When we regain complete uncontested superiority in every operational domain, we need to be able to keep it this time, because other great powers are nipping at our heels. The 2008 NDS has the word “Innovation” in it one (1) time, but it was 10 years later in the 2018 NDS that we realized that an extraordinary effort of a partnership between government and industry would be required to regain that uncontested superiority. With other great powers innovating at a break-neck pace, we won’t be able to look up in 10 years and try to once again regain uncontested superiority – at this exponential pace of change, it will be too late. The reality for the DoD is this: even if there is budget cuts in our future, the mission of “Defending the Nation” doesn’t change. We need to ensure our people, organizations and industry partners are well-positioned to bring innovative new capabilities to our Warfighters in a systematic manner that ensures repeatable and consistent outcomes – that will ensure that we don’t lose uncontested superiority once we regain it.

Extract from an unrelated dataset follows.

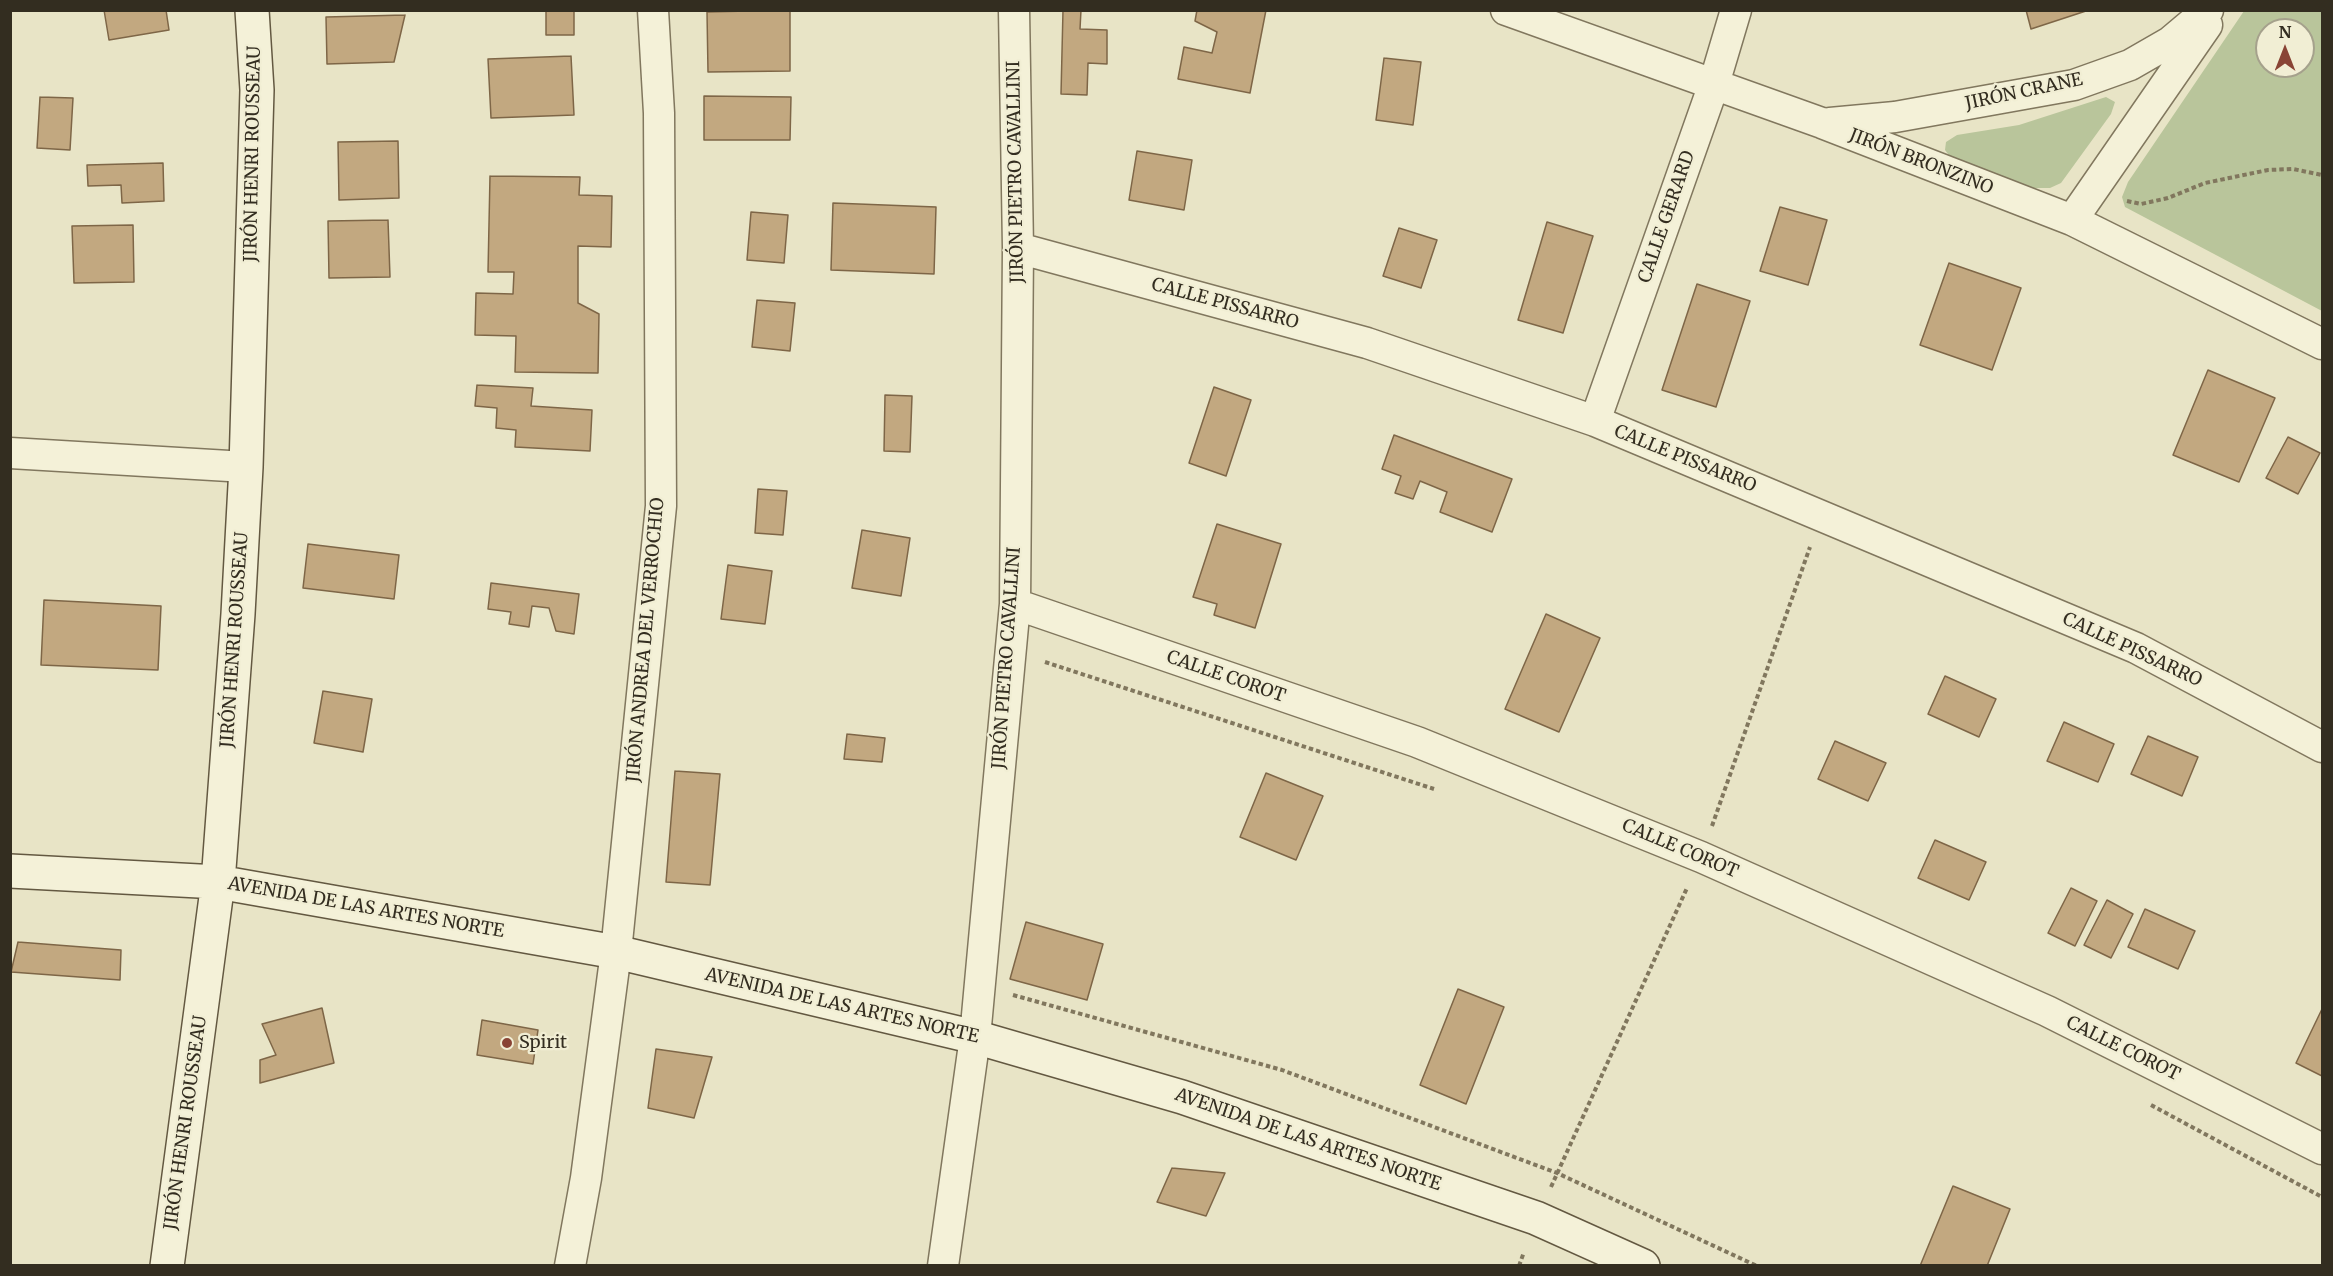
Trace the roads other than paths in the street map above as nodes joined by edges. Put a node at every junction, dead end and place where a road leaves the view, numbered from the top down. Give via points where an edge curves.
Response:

In FAR 46, the Federal government requires quality in the procurement of goods and services. The time is now for the government to consider the ISO 56000 Innovation Management standards. These guidance documents don’t tell us what to do or even how to innovate (which would be ridiculous), but they do tell us what we need to consider in order to ensure we are efficiently and effectively driving innovation forward.
When we regain uncontested superiority, we need to keep it. We need a system for repeatable and consistent outcomes.
Read again what General Mattis stated:
“We must transition to a culture of performance where results and accountability matter. We will put in place a management system where leadership can harness opportunities and ensure effective stewardship of taxpayer resources. We have a responsibility to gain full value from every taxpayer dollar spent on defense, thereby earning the trust of Congress and the American people.”
That system is the ISO 56000 family of Innovation Management Guidance Documents:
- ISO 56000: Fundamentals and Vocabulary
- ISO 56001: Innovation Management Systems – Requirements (Auditable Standard)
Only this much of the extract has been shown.